▸ **WORK TASK**
Only a number is expected: how many lines in the entries that follow contain the word "graph"?

▸ **DATA PROVIDED**
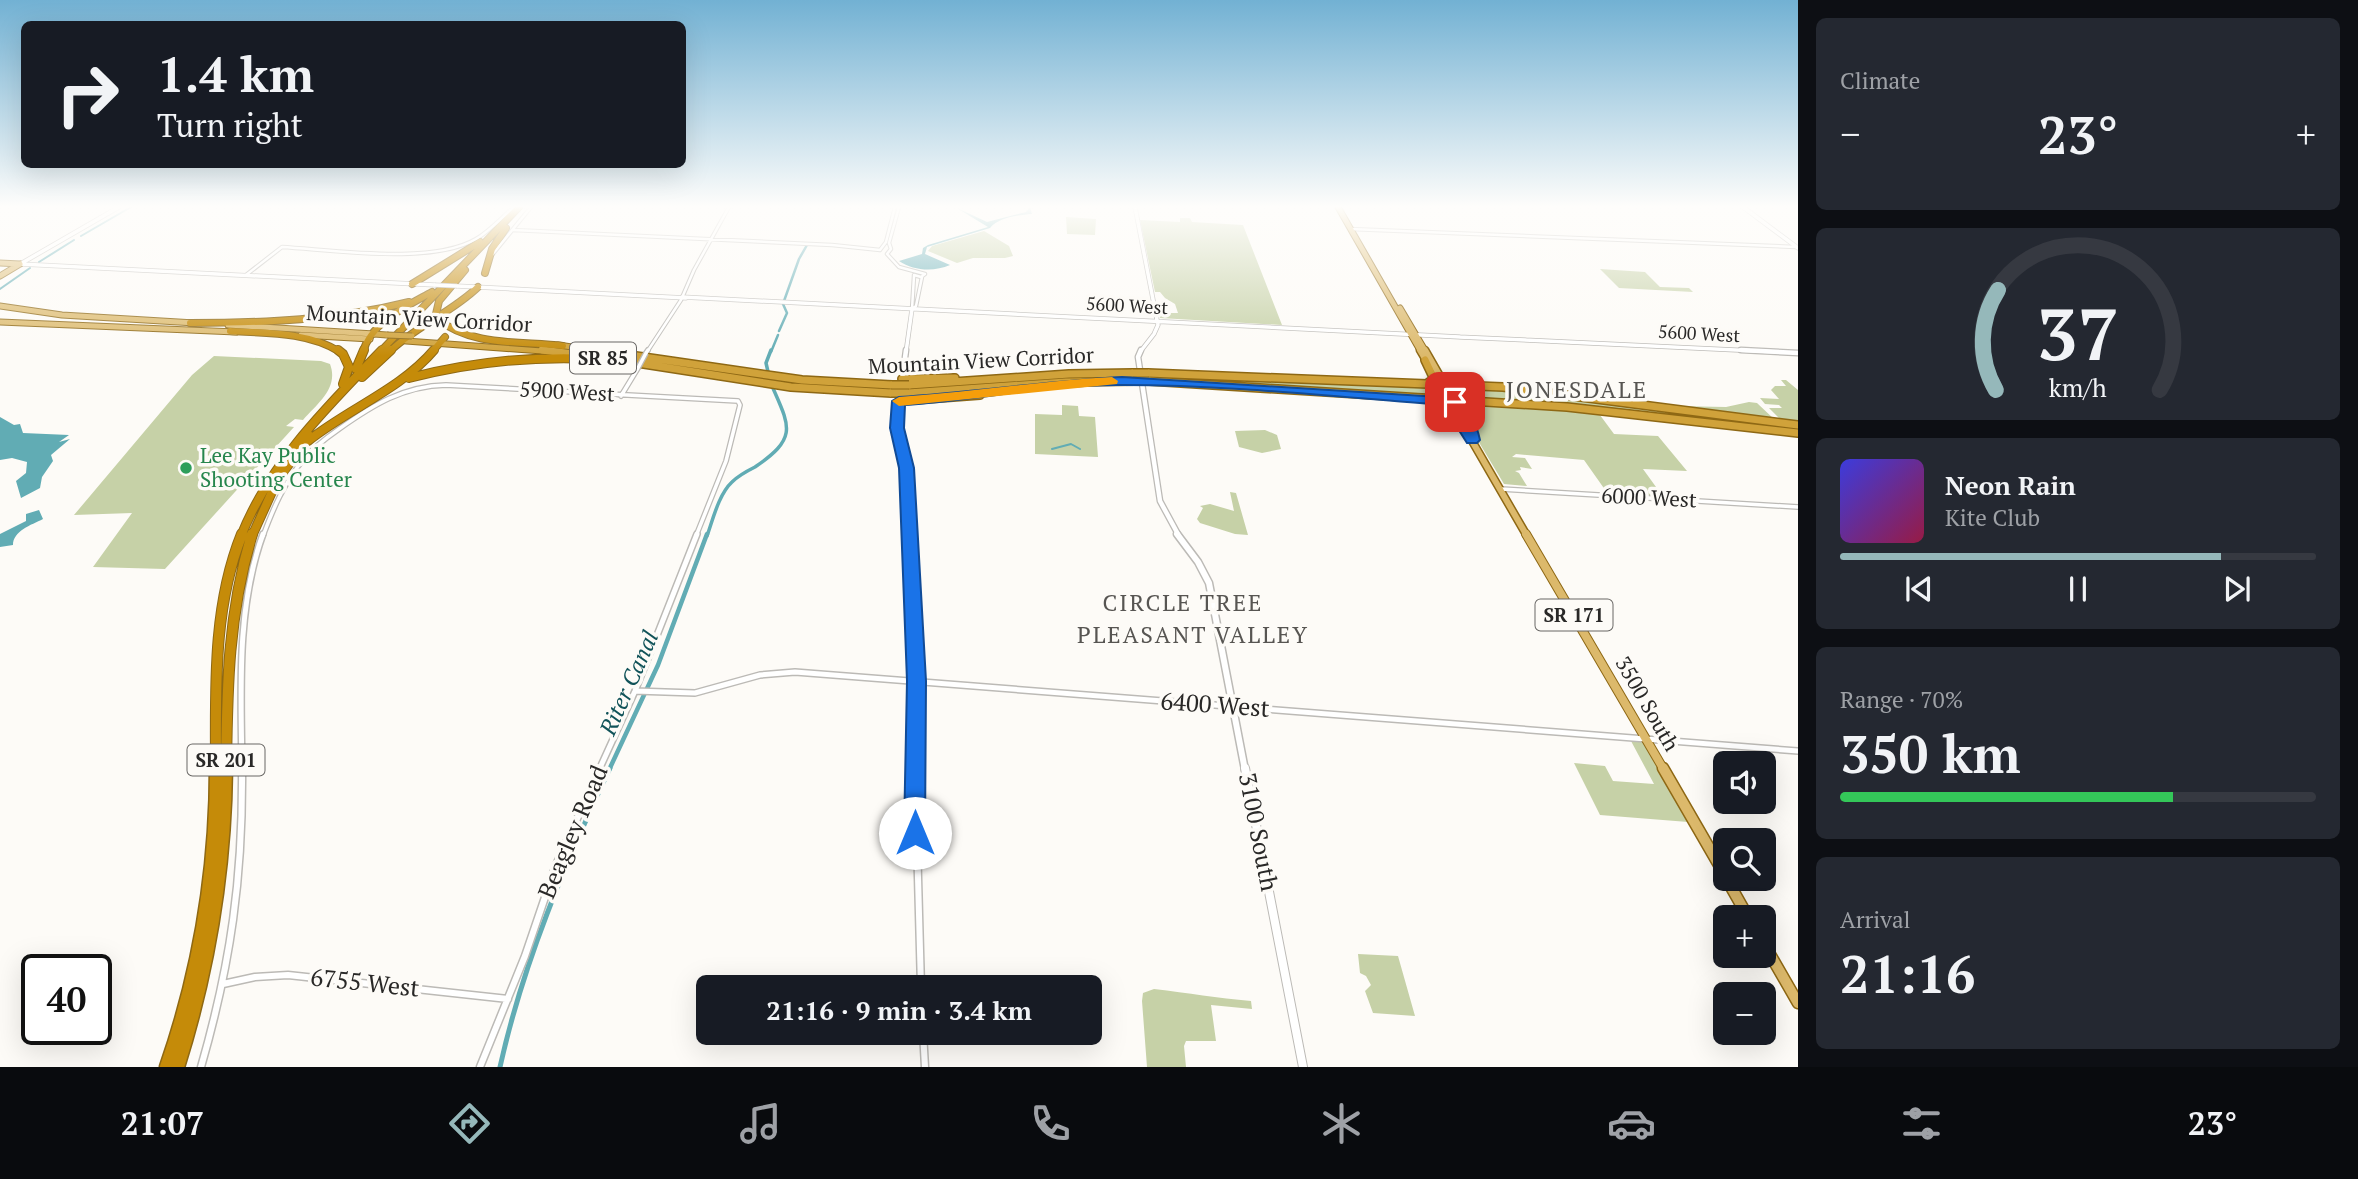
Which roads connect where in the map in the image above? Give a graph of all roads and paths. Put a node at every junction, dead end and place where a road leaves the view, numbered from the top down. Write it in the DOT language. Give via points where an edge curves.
graph roads {
  1 [pos="33,257"];
  2 [pos="269,257"];
  3 [pos="455,257"];
  4 [pos="471,257"];
  5 [pos="474,257"];
  6 [pos="474,257"];
  7 [pos="475,257"];
  8 [pos="490,257"];
  9 [pos="491,257"];
  10 [pos="702,257"];
  11 [pos="886,257"];
  12 [pos="889,257"];
  13 [pos="1145,257"];
  14 [pos="1367,257"];
  15 [pos="1,263"];
  16 [pos="20,264"];
  17 [pos="919,271"];
  18 [pos="2,275"];
  19 [pos="246,275"];
  20 [pos="914,275"];
  21 [pos="923,276"];
  22 [pos="482,280"];
  23 [pos="412,284"];
  24 [pos="427,295"];
  25 [pos="682,297"];
  26 [pos="0,306"];
  27 [pos="854,306"];
  28 [pos="881,307"];
  29 [pos="912,309"];
  30 [pos="0,322"];
  31 [pos="1157,322"];
  32 [pos="189,323"];
  33 [pos="180,325"];
  34 [pos="230,331"];
  35 [pos="1414,335"];
  36 [pos="372,336"];
  37 [pos="443,340"];
  38 [pos="1558,341"];
  39 [pos="563,346"];
  40 [pos="1798,353"];
  41 [pos="1425,360"];
  42 [pos="623,361"];
  43 [pos="1056,375"];
  44 [pos="1134,377"];
  45 [pos="1148,377"];
  46 [pos="902,379"];
  47 [pos="1122,381"];
  48 [pos="1389,381"];
  49 [pos="355,382"];
  50 [pos="1503,387"];
  51 [pos="385,388"];
  52 [pos="339,389"];
  53 [pos="891,389"];
  54 [pos="909,389"];
  55 [pos="1446,392"];
  56 [pos="621,396"];
  57 [pos="1377,397"];
  58 [pos="899,401"];
  59 [pos="740,402"];
  60 [pos="1504,402"];
  61 [pos="1464,417"];
  62 [pos="1798,425"];
  63 [pos="1798,433"];
  64 [pos="302,434"];
  65 [pos="1472,440"];
  66 [pos="1501,489"];
  67 [pos="267,498"];
  68 [pos="1798,507"];
  69 [pos="916,681"];
  70 [pos="635,691"];
  71 [pos="1234,707"];
  72 [pos="1645,739"];
  73 [pos="1798,751"];
  74 [pos="1713,856"];
  75 [pos="1776,965"];
  76 [pos="921,975"];
  77 [pos="223,984"];
  78 [pos="508,999"];
  79 [pos="1798,1003"];
  80 [pos="924,1045"];
  81 [pos="166,1067"];
  82 [pos="178,1067"];
  83 [pos="201,1067"];
  84 [pos="480,1067"];
  85 [pos="925,1067"];
  86 [pos="1303,1067"];
  1 -- 16 [label="main road"];
  2 -- 19 [label="street"];
  3 -- 23 [label="highway"];
  4 -- 24 [label="highway"];
  5 -- 49 [label="highway, SR 201"];
  6 -- 64 [label="highway, SR 201"];
  7 -- 39 [label="highway" via="440,300 437,316 446,327 463,334"];
  8 -- 22 [label="highway"];
  9 -- 22 [label="street"];
  10 -- 25 [label="street"];
  11 -- 20 [label="street" via="891,265"];
  12 -- 17 [label="street" via="894,264"];
  13 -- 31 [label="main road"];
  14 -- 35 [label="main road, 3500 South / SR 171"];
  15 -- 16 [label="main road, 5600 West"];
  15 -- 18 [label="main road" via="10,267"];
  16 -- 18 [label="main road"];
  16 -- 19 [label="main road, 5600 West"];
  17 -- 20 [label="street"];
  17 -- 21 [label="street"];
  19 -- 23 [label="main road, 5600 West"];
  20 -- 21 [label="street"];
  20 -- 29 [label="street"];
  21 -- 29 [label="street"];
  22 -- 23 [label="main road, 5600 West, bridge" via="457,286"];
  22 -- 25 [label="main road, 5600 West"];
  22 -- 49 [label="highway" via="461,303 408,334"];
  24 -- 32 [label="highway" via="389,307 268,323"];
  24 -- 36 [label="highway" via="391,317"];
  25 -- 27 [label="main road, 5600 West"];
  25 -- 27 [label="main road, 5600 West"];
  25 -- 56 [label="street, bridge"];
  26 -- 33 [label="main road, Mountain View Corridor / SR 85"];
  27 -- 28 [label="main road, 5600 West"];
  27 -- 28 [label="main road, 5600 West"];
  28 -- 29 [label="main road, 5600 West"];
  29 -- 31 [label="main road, 5600 West"];
  29 -- 46 [label="main road"];
  30 -- 33 [label="main road, Mountain View Corridor / SR 85"];
  31 -- 35 [label="main road, 5600 West"];
  31 -- 71 [label="main road, 3100 South" via="1157,332 1140,349 1138,359 1161,504 1206,574"];
  32 -- 33 [label="main road, Mountain View Corridor / SR 85"];
  32 -- 36 [label="main road, Mountain View Corridor / SR 85"];
  33 -- 34 [label="main road, Mountain View Corridor / SR 85"];
  34 -- 36 [label="main road, Mountain View Corridor / SR 85"];
  34 -- 52 [label="highway" via="334,345 350,364"];
  35 -- 38 [label="main road, 5600 West"];
  35 -- 41 [label="main road, 3500 South / SR 171"];
  35 -- 55 [label="main road, 3500 South / SR 171"];
  36 -- 37 [label="highway, Mountain View Corridor / SR 85, bridge"];
  36 -- 52 [label="highway" via="362,361"];
  37 -- 39 [label="highway, Mountain View Corridor / SR 85"];
  37 -- 42 [label="highway, Mountain View Corridor / SR 85"];
  37 -- 51 [label="highway" via="421,366"];
  38 -- 40 [label="main road, 5600 West"];
  39 -- 53 [label="highway, Mountain View Corridor / SR 85"];
  41 -- 48 [label="highway" via="1432,382"];
  41 -- 55 [label="main road, 3500 South / SR 171"];
  42 -- 51 [label="highway" via="538,358 434,371"];
  42 -- 53 [label="highway, Mountain View Corridor / SR 85" via="779,386"];
  43 -- 44 [label="highway, Mountain View Corridor / SR 85"];
  43 -- 46 [label="highway"];
  43 -- 54 [label="highway, Mountain View Corridor / SR 85"];
  44 -- 45 [label="highway, Mountain View Corridor / SR 85, bridge"];
  44 -- 47 [label="highway, Mountain View Corridor / SR 85"];
  45 -- 48 [label="highway, Mountain View Corridor / SR 85"];
  45 -- 57 [label="highway, Mountain View Corridor / SR 85"];
  46 -- 58 [label="main road"];
  47 -- 54 [label="highway, Mountain View Corridor / SR 85"];
  47 -- 58 [label="highway"];
  48 -- 55 [label="highway, Mountain View Corridor / SR 85" via="1425,383"];
  49 -- 67 [label="highway, SR 201" via="304,441"];
  50 -- 55 [label="highway"];
  50 -- 55 [label="highway"];
  50 -- 62 [label="highway"];
  51 -- 67 [label="highway" via="313,436"];
  52 -- 64 [label="highway"];
  53 -- 54 [label="highway, Mountain View Corridor / SR 85, bridge"];
  55 -- 57 [label="highway"];
  55 -- 57 [label="highway, Mountain View Corridor / SR 85" via="1431,398"];
  55 -- 60 [label="highway" via="1468,401"];
  55 -- 61 [label="main road, 3500 South / SR 171"];
  55 -- 65 [label="main road, 3500 South / SR 171"];
  56 -- 59 [label="street, 5900 West"];
  56 -- 77 [label="street, 5900 West" via="442,385 396,392 365,410 302,461 275,506 256,557 244,628 240,878"];
  58 -- 69 [label="street" via="897,428 906,468"];
  59 -- 70 [label="street, Beagley Road" via="729,453"];
  60 -- 61 [label="highway" via="1461,402"];
  60 -- 63 [label="highway"];
  61 -- 65 [label="main road, 3500 South / SR 171"];
  64 -- 81 [label="highway, SR 201" via="254,508 229,577 219,648 209,896 192,981"];
  65 -- 66 [label="main road, 3500 South / SR 171"];
  66 -- 68 [label="street, 6000 West"];
  66 -- 72 [label="main road, 3500 South / SR 171"];
  67 -- 82 [label="highway, SR 201" via="246,546 232,608 220,880 208,957"];
  69 -- 70 [label="street, 6400 West" via="783,672 695,693"];
  69 -- 71 [label="street, 6400 West"];
  69 -- 76 [label="street"];
  70 -- 78 [label="street, Beagley Road" via="556,865"];
  71 -- 72 [label="street, 6400 West"];
  71 -- 86 [label="main road, 3100 South"];
  72 -- 73 [label="street, 6400 West"];
  72 -- 74 [label="main road, 3500 South / SR 171"];
  75 -- 79 [label="main road"];
  77 -- 78 [label="street, 6755 West" via="288,975"];
  77 -- 83 [label="street"];
  78 -- 84 [label="street, Beagley Road"];
  80 -- 85 [label="street"];
}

▸ **YOUR RESPONSE**
2